2000年、伊良部島ダツマスの映像
                                              野村伸一

 沖縄県宮古市伊良部島のアダンニ御嶽でおこなわれるダツマス。ダツは抱く、マスは枡(祭器)。新生児報告の儀礼(比嘉康雄「母たちの土地(くに)」7『琉球新報』、1996年7月31日)。
 前年旧4月から翌年5月までに生まれた子供のための神願い。新暦6、7月の行事。
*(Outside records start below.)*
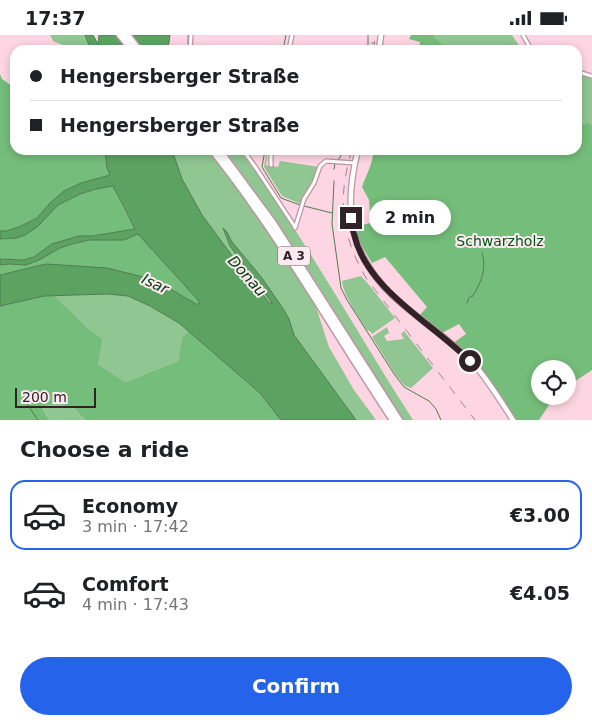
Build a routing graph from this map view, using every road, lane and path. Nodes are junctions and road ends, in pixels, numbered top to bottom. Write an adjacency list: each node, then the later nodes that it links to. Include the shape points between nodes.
1 (120, 35): 3 (highway)
2 (127, 35): 4 (highway)
3 (128, 45)
4 (135, 45)
5 (216, 155): 12 (highway, A 3)
6 (224, 155): 15 (highway, A 3, via 273,223)
7 (246, 155): 10 (street, via 295,228 320,166 326,161)
8 (271, 155): 11 (street)
9 (357, 155): 10 (main road)
10 (355, 163): 16 (main road, via 351,218 358,247 368,265 392,295 478,369)
11 (271, 165)
12 (318, 301): 13 (highway); 14 (highway, A 3)
13 (323, 318)
14 (393, 420)
15 (399, 420)
16 (513, 420)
子の祖父母、両親、また帰郷できないばあいは本家の者が参加。村の子、神の子として祝福を受ける。祈願後は祝宴の場となる(奥濱幸子『暮らしと祈り』、ニライ社、1997年、57-67頁)。

 映像 2000年6月29日 (3分42秒)
当日の参加者は100名余り。

  1) アダンニ御嶽のプ(ピ)スギニー拝所(ムトゥ)での祈り。新生児の父親ファヌウヤが主役のはずだが、母親たちが圧倒的に多い。
 下地カメ(1918-)さんによると「今年のダスマス拝みをやった子たちはすくすく育つように」と祈るとのこと。
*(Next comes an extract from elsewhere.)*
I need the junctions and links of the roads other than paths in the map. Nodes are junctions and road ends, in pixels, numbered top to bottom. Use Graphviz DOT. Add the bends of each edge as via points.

  2) 赤児への祈願ののち、ユーヌンマ(司祭者)らはブトゥザ(踊り座。ユークゥ<五穀豊饒>祭で踊る所)に移動して祈る。この反対側(南側)にはナーヌス(名主)という拝所もある。そこは名前を授けるところとみられている。拝所は都合三箇所である。
  3)祈願のあとの宴。宮古民謡ほかの歌と踊り。